Mailing List Archive

Re: [quagga-users 491] Re: Hardware Spec for a route server
Paul Jakma wrote:

> look at the call graphs for zebra_client_read [3] and its children,
> zread_ipv4_{add,delete} ([6] and [12] respectively).

(a lot of profiling output I can't read)

What's that output? Any legend / manpage I can refer to? What and how is
it measuring a process' performance, wrt user time, kernel time and
overall time?


> the _delete path is similar, it hits rib_process via rib_delete_ipv4.
> majority of the time is spent and under rib_process. However,
> strangely, the cumulative time for adds and deletes appears to be
> equal - which is strange, because wall-clock time for the delete case
> is /much/ higher than for add if memory serves me right. hmm...

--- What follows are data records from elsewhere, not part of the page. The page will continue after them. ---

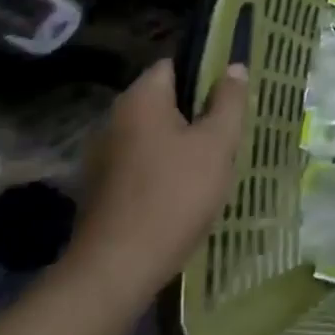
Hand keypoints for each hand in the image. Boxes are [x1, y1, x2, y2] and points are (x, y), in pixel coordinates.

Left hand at [64, 58, 249, 311]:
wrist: (117, 269)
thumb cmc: (174, 195)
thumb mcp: (217, 144)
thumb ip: (229, 102)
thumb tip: (234, 67)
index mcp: (141, 99)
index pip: (174, 65)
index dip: (206, 73)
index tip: (232, 95)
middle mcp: (115, 118)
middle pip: (164, 101)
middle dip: (197, 112)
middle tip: (229, 132)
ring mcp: (103, 155)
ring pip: (153, 134)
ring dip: (181, 143)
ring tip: (213, 163)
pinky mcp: (101, 188)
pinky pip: (141, 163)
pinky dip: (163, 168)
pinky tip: (185, 191)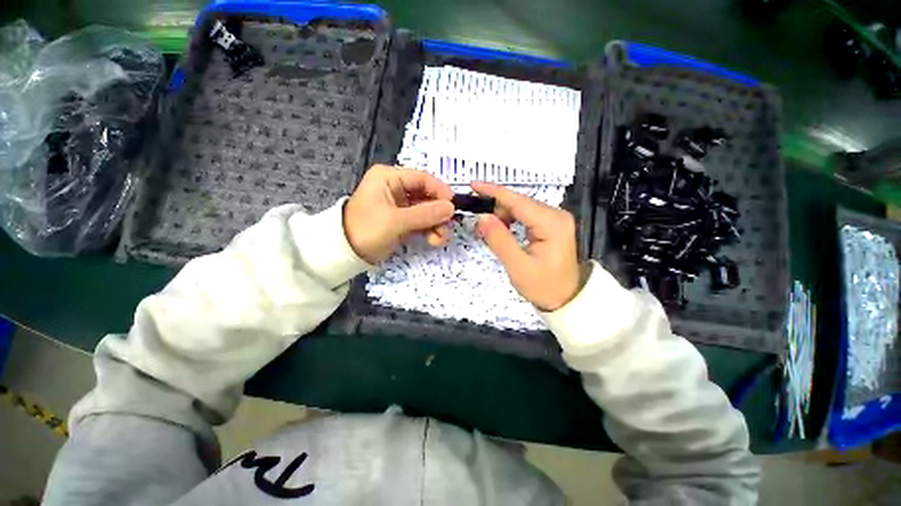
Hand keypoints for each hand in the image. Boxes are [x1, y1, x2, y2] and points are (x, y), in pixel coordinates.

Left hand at [344, 165, 454, 263]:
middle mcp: (396, 188)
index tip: (453, 206)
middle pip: (427, 195)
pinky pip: (422, 221)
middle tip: (447, 227)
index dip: (440, 191)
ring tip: (439, 239)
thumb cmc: (366, 230)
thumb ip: (425, 214)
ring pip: (427, 210)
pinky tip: (434, 240)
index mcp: (389, 178)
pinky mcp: (403, 220)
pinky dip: (430, 230)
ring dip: (437, 224)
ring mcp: (401, 205)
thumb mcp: (396, 221)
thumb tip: (451, 208)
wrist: (346, 254)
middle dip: (439, 212)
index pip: (422, 178)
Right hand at [472, 181, 582, 311]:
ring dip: (501, 215)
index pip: (518, 201)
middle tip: (477, 221)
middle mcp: (555, 214)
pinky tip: (500, 230)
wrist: (566, 299)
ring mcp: (554, 218)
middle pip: (519, 202)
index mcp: (552, 223)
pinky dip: (509, 220)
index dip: (494, 192)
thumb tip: (482, 217)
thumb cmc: (543, 286)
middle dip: (496, 207)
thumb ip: (499, 240)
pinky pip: (525, 216)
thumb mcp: (518, 266)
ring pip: (521, 208)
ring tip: (487, 230)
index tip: (473, 185)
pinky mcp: (550, 225)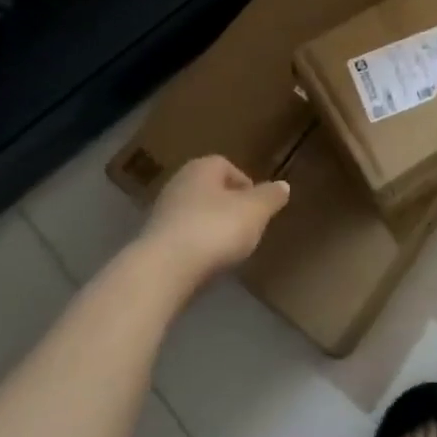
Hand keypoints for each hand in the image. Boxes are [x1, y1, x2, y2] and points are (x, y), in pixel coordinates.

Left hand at [142, 156, 289, 288]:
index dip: (247, 186)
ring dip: (212, 228)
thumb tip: (283, 185)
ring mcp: (162, 212)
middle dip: (229, 207)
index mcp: (203, 167)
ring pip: (196, 214)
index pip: (228, 166)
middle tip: (246, 228)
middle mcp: (179, 183)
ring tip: (228, 249)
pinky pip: (183, 238)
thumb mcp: (256, 211)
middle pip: (211, 191)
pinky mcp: (153, 241)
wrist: (164, 269)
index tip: (259, 208)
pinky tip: (206, 264)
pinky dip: (196, 247)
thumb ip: (271, 197)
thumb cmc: (215, 228)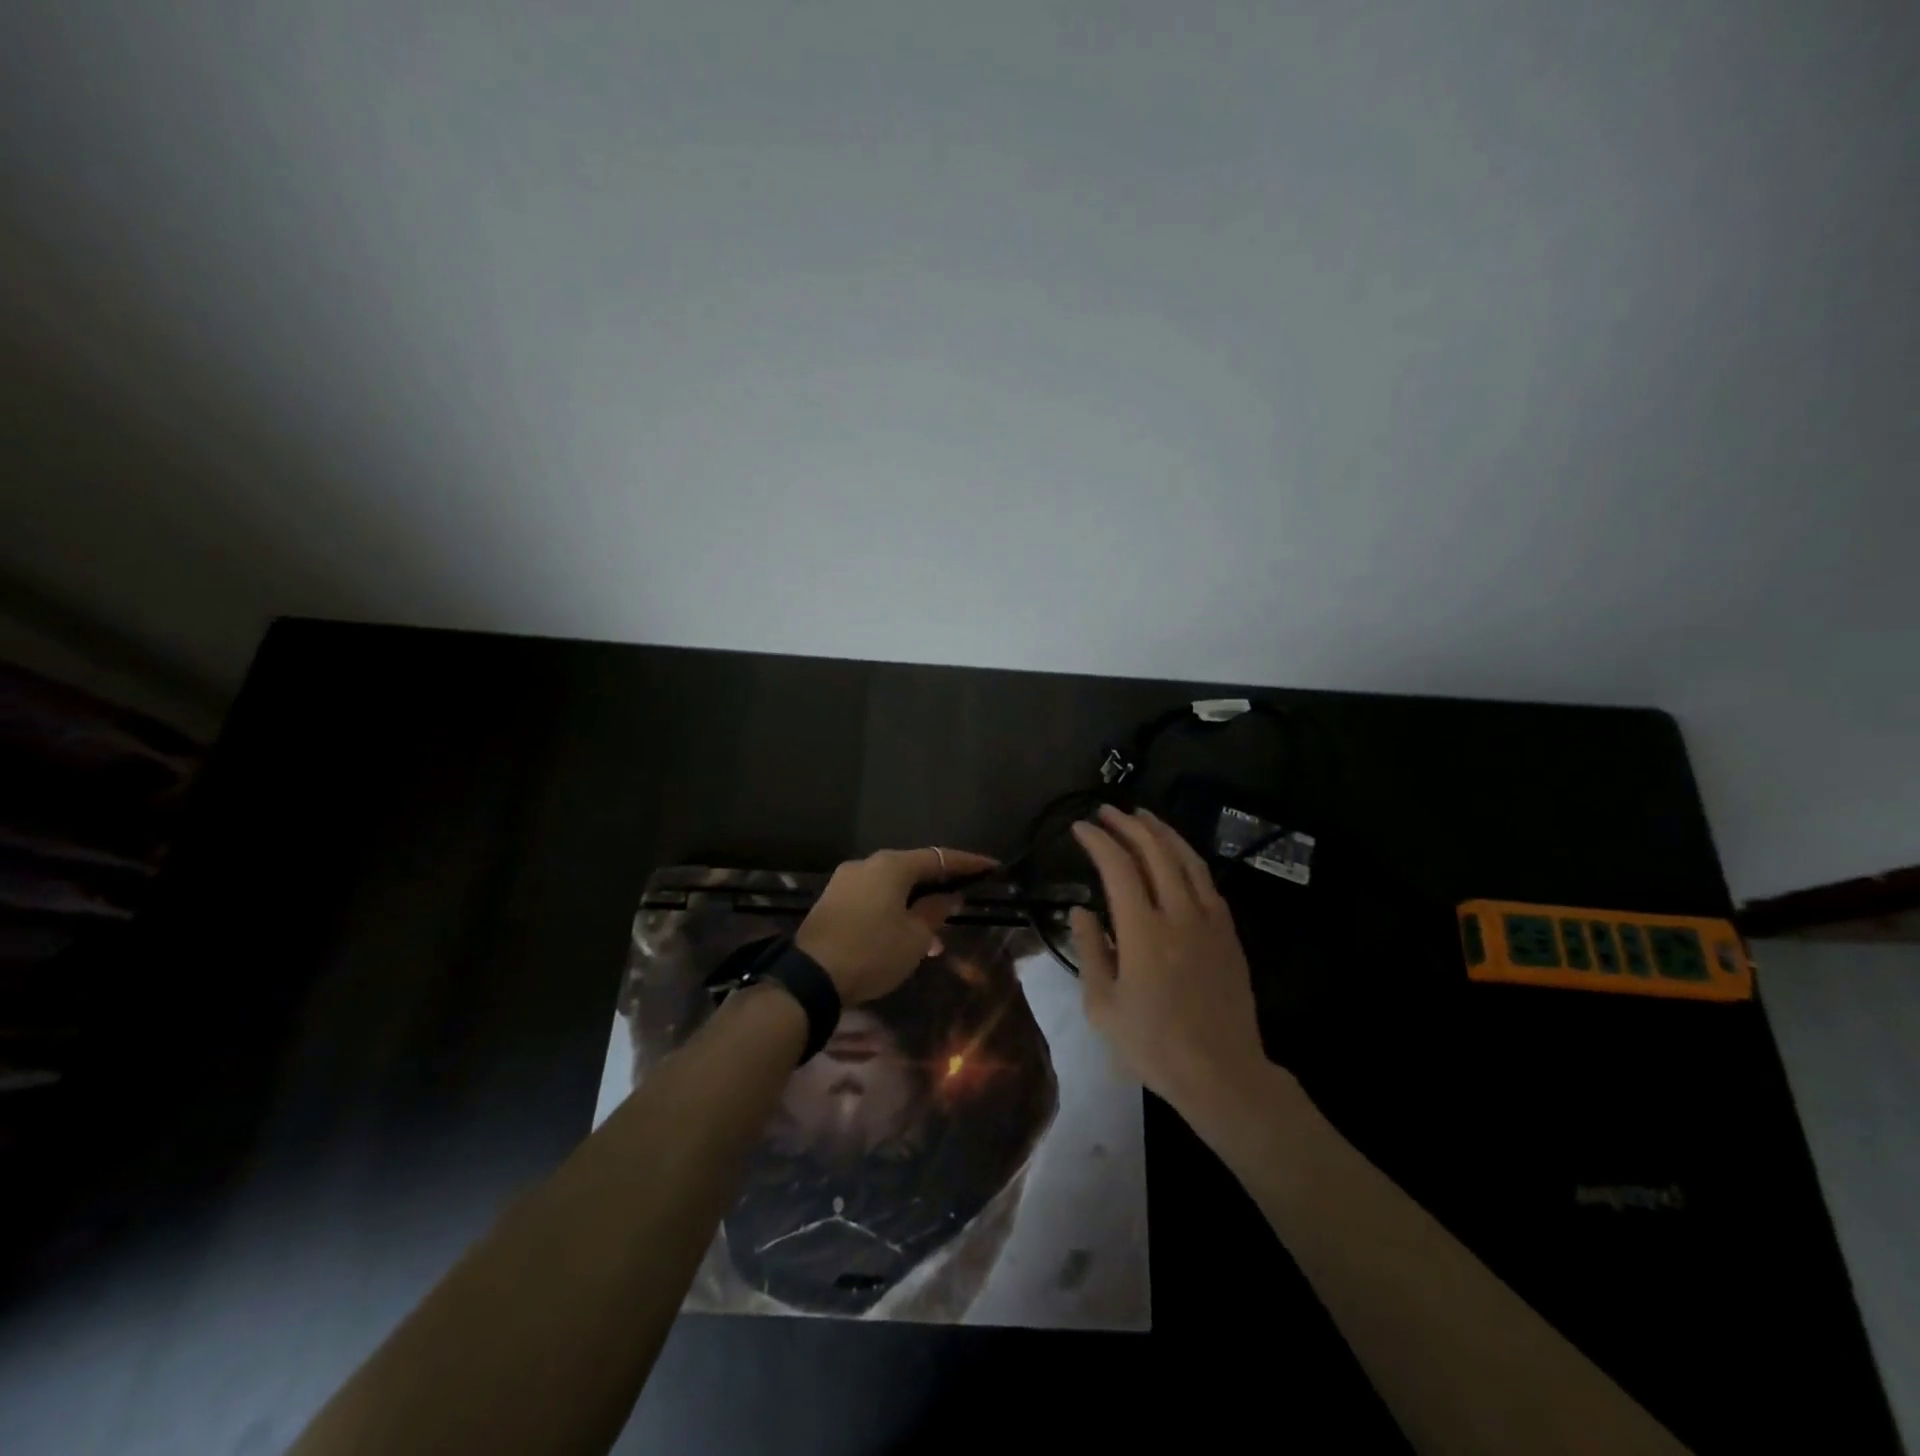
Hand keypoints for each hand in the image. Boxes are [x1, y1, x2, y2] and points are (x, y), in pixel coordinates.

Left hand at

Doesn't seem too strange to me: since we're not deleting any addresses /
connected routes, rib_update is not involved, hence add/del operations
should be rather equivalent, don't you think? (also, see below)


> time spent in zread_* and stream_* are pretty low taking about 0.10
> to 0.15s in total for each path. and anyway, /adding/ the feed is
> pretty quick - and its roughly the same amount of data that has to be
> read and marshaled for the delete case.

Yes, but you should also consider the context switch for read operation,
the kernel overhead (buffer copying, socket management, etc), and so on;
and all that, just because we don't use a "killall" message instead...


> after that the main time spent is in the route table, especially
> prefix_match/check_bit. and i dont see a way to speed those up
> (they're pretty fast already, and i cant think of a better way to
> index prefixes that preserves parent/child relationships that wouldnt
> require occasional expensive rebalancing - but i know nothing :) ).

Well, bear in mind that using a bulk deletion is much faster in that
sense: you don't do prefix_match per each route (something like O(logn)
each, total of O(n*logn)) but rather scan the whole tree once (i.e. O(n)
total); so there's some benefit by that manner as well.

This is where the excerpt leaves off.